[Collected data]
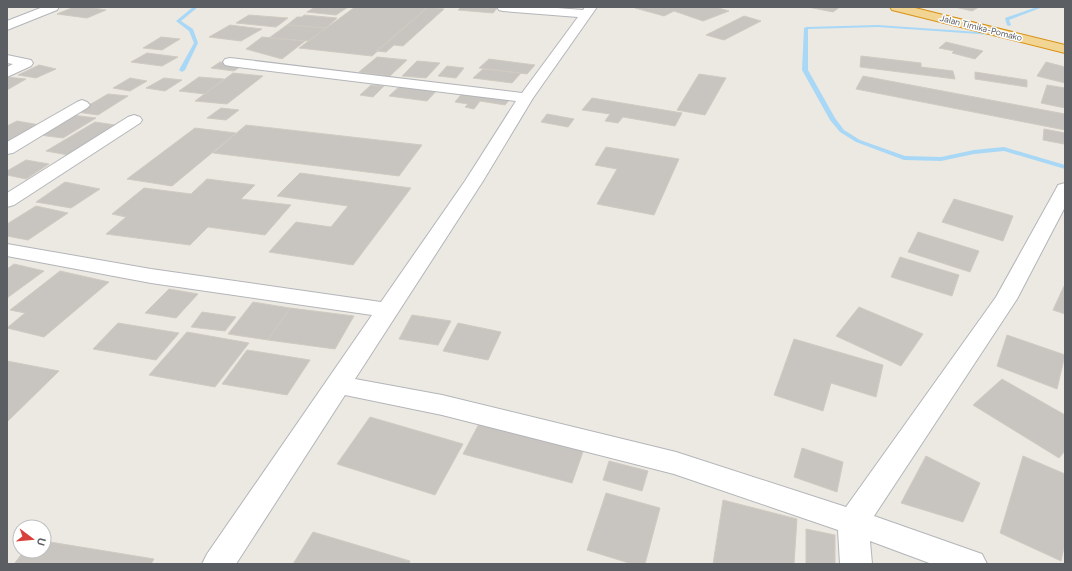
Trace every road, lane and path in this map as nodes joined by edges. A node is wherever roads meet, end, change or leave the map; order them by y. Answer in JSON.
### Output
{"nodes":[{"id":1,"x":53,"y":7,"type":"edge"},
{"id":2,"x":503,"y":7,"type":"edge"},
{"id":3,"x":896,"y":7,"type":"edge"},
{"id":4,"x":920,"y":7,"type":"edge"},
{"id":5,"x":588,"y":11,"type":"edge"},
{"id":6,"x":7,"y":26,"type":"edge"},
{"id":7,"x":1065,"y":42,"type":"edge"},
{"id":8,"x":1065,"y":50,"type":"edge"},
{"id":9,"x":7,"y":59,"type":"edge"},
{"id":10,"x":230,"y":62,"type":"dead end"},
{"id":11,"x":7,"y":72,"type":"edge"},
{"id":12,"x":526,"y":98,"type":"junction"},
{"id":13,"x":82,"y":105,"type":"dead end"},
{"id":14,"x":134,"y":120,"type":"dead end"},
{"id":15,"x":7,"y":149,"type":"edge"},
{"id":16,"x":1065,"y":189,"type":"edge"},
{"id":17,"x":7,"y":201,"type":"edge"},
{"id":18,"x":7,"y":250,"type":"edge"},
{"id":19,"x":387,"y":310,"type":"junction"},
{"id":20,"x":338,"y":385,"type":"junction"},
{"id":21,"x":853,"y":522,"type":"junction"},
{"id":22,"x":218,"y":564,"type":"edge"},
{"id":23,"x":856,"y":564,"type":"edge"},
{"id":24,"x":971,"y":564,"type":"edge"}],
"edges":[{"from":1,"to":6,"type":"street"},
{"from":2,"to":5,"type":"street"},
{"from":3,"to":8,"type":"highway","name":"Jalan Timika-Pomako"},
{"from":4,"to":7,"type":"highway","name":"Jalan Timika-Pomako"},
{"from":5,"to":12,"type":"street"},
{"from":9,"to":11,"type":"street"},
{"from":10,"to":12,"type":"street"},
{"from":12,"to":19,"type":"street"},
{"from":13,"to":15,"type":"street"},
{"from":14,"to":17,"type":"street"},
{"from":16,"to":21,"type":"street"},
{"from":18,"to":19,"type":"street"},
{"from":19,"to":20,"type":"street"},
{"from":20,"to":21,"type":"street"},
{"from":20,"to":22,"type":"street"},
{"from":21,"to":23,"type":"street"},
{"from":21,"to":24,"type":"street"}]}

## INSTRUCTIONS FOR THE TASK
Would you please set down the data above again exactly, without its pictures?

## EXERCISE ANSWER
Trace every road, lane and path in this map as nodes joined by edges. A node is wherever roads meet, end, change or leave the map; order them by y. Answer in JSON.
### Output
{"nodes":[{"id":1,"x":53,"y":7,"type":"edge"},
{"id":2,"x":503,"y":7,"type":"edge"},
{"id":3,"x":896,"y":7,"type":"edge"},
{"id":4,"x":920,"y":7,"type":"edge"},
{"id":5,"x":588,"y":11,"type":"edge"},
{"id":6,"x":7,"y":26,"type":"edge"},
{"id":7,"x":1065,"y":42,"type":"edge"},
{"id":8,"x":1065,"y":50,"type":"edge"},
{"id":9,"x":7,"y":59,"type":"edge"},
{"id":10,"x":230,"y":62,"type":"dead end"},
{"id":11,"x":7,"y":72,"type":"edge"},
{"id":12,"x":526,"y":98,"type":"junction"},
{"id":13,"x":82,"y":105,"type":"dead end"},
{"id":14,"x":134,"y":120,"type":"dead end"},
{"id":15,"x":7,"y":149,"type":"edge"},
{"id":16,"x":1065,"y":189,"type":"edge"},
{"id":17,"x":7,"y":201,"type":"edge"},
{"id":18,"x":7,"y":250,"type":"edge"},
{"id":19,"x":387,"y":310,"type":"junction"},
{"id":20,"x":338,"y":385,"type":"junction"},
{"id":21,"x":853,"y":522,"type":"junction"},
{"id":22,"x":218,"y":564,"type":"edge"},
{"id":23,"x":856,"y":564,"type":"edge"},
{"id":24,"x":971,"y":564,"type":"edge"}],
"edges":[{"from":1,"to":6,"type":"street"},
{"from":2,"to":5,"type":"street"},
{"from":3,"to":8,"type":"highway","name":"Jalan Timika-Pomako"},
{"from":4,"to":7,"type":"highway","name":"Jalan Timika-Pomako"},
{"from":5,"to":12,"type":"street"},
{"from":9,"to":11,"type":"street"},
{"from":10,"to":12,"type":"street"},
{"from":12,"to":19,"type":"street"},
{"from":13,"to":15,"type":"street"},
{"from":14,"to":17,"type":"street"},
{"from":16,"to":21,"type":"street"},
{"from":18,"to":19,"type":"street"},
{"from":19,"to":20,"type":"street"},
{"from":20,"to":21,"type":"street"},
{"from":20,"to":22,"type":"street"},
{"from":21,"to":23,"type":"street"},
{"from":21,"to":24,"type":"street"}]}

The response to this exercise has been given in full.